Use the ssh-keygen command with the -p flag to change or remove the passphrase for an SSH RSA private key file.
Change or remove the passphrase
Run ssh-keygen with -p only will prompt you for the location of the keyfile (defaulting to ~/.ssh/id_rsa) the old passphrase and the new passphrase:
ssh-keygen -p
You will be prompted for the location of the file, which you can specify or hit <enter> to leave as the default:
Enter file in which the key is (/home/chris/.ssh/id_rsa):
Now enter the old passphrase, the new one and confirm it:
Enter old passphrase: Enter new passphrase (empty for no passphrase): Enter same passphrase again: Your identification has been saved with the new passphrase.
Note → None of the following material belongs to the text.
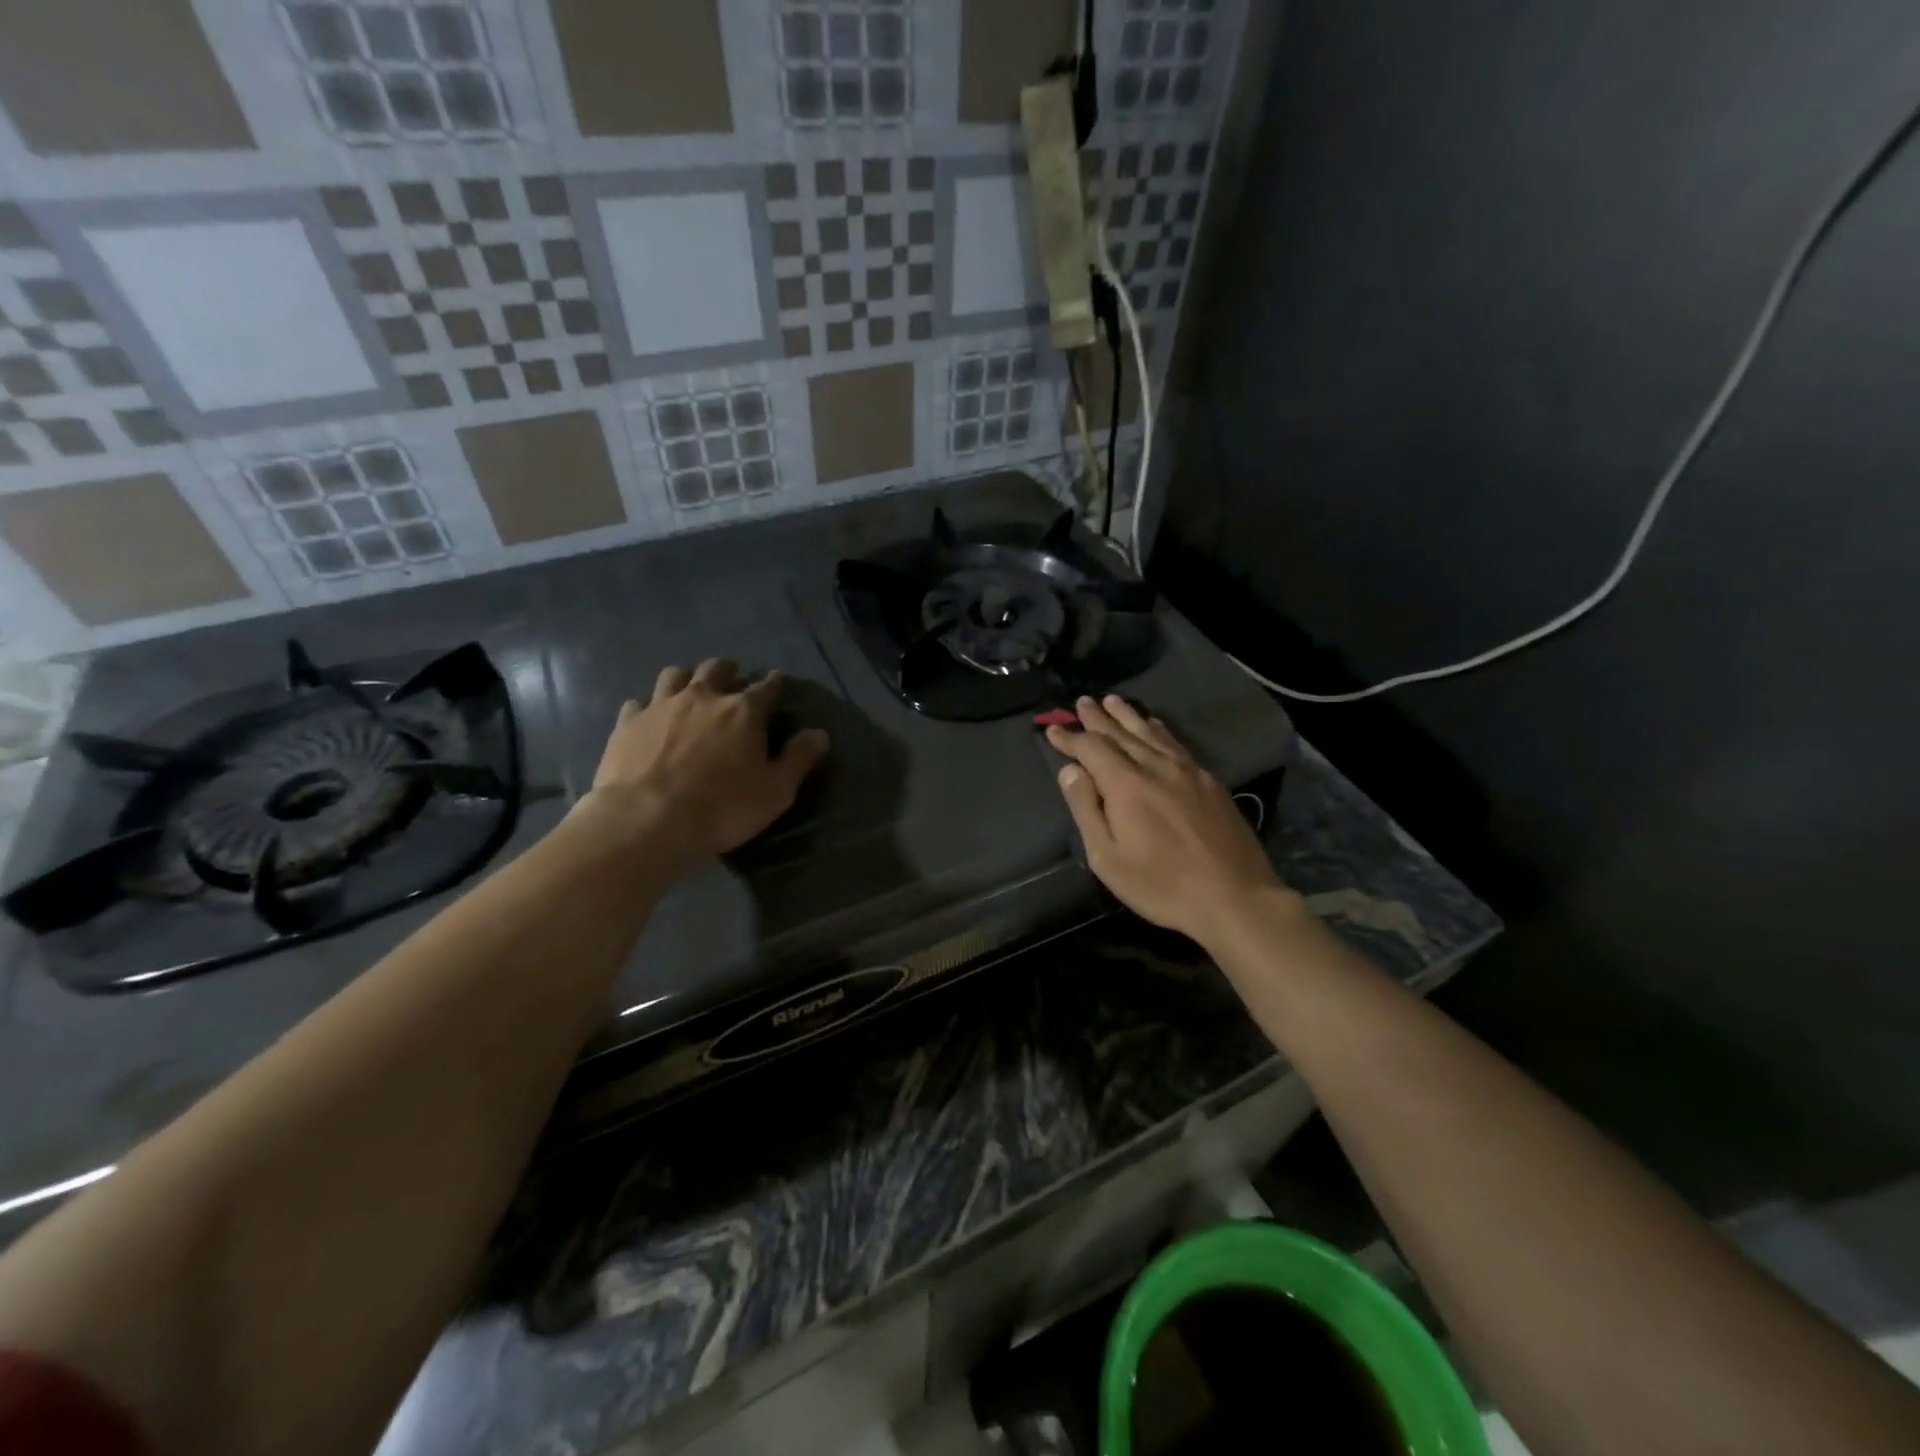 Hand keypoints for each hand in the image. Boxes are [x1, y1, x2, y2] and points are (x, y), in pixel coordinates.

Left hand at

To remove the existing passphrase, simply hit <enter> at the steps where you enter the new one and then confirm it.
Other command line flags
You can also specify the path to the file when first calling ssh-keygen:
ssh-keygen -p -f /path/to/file
And even supply the old pass phrase and new ones of the command line, although I wouldn’t recommend it unless you clear the bash session history afterwards:
ssh-keygen -p -f /path/to/file -P old_passphrase -N new_passphrase
To remove the passphrase without having to hit <enter> twice in the prompts, but have to type in the existing one so it’s not visible on the command line:
ssh-keygen -p -N ""
You can of course optionally add the -f flag to this one too.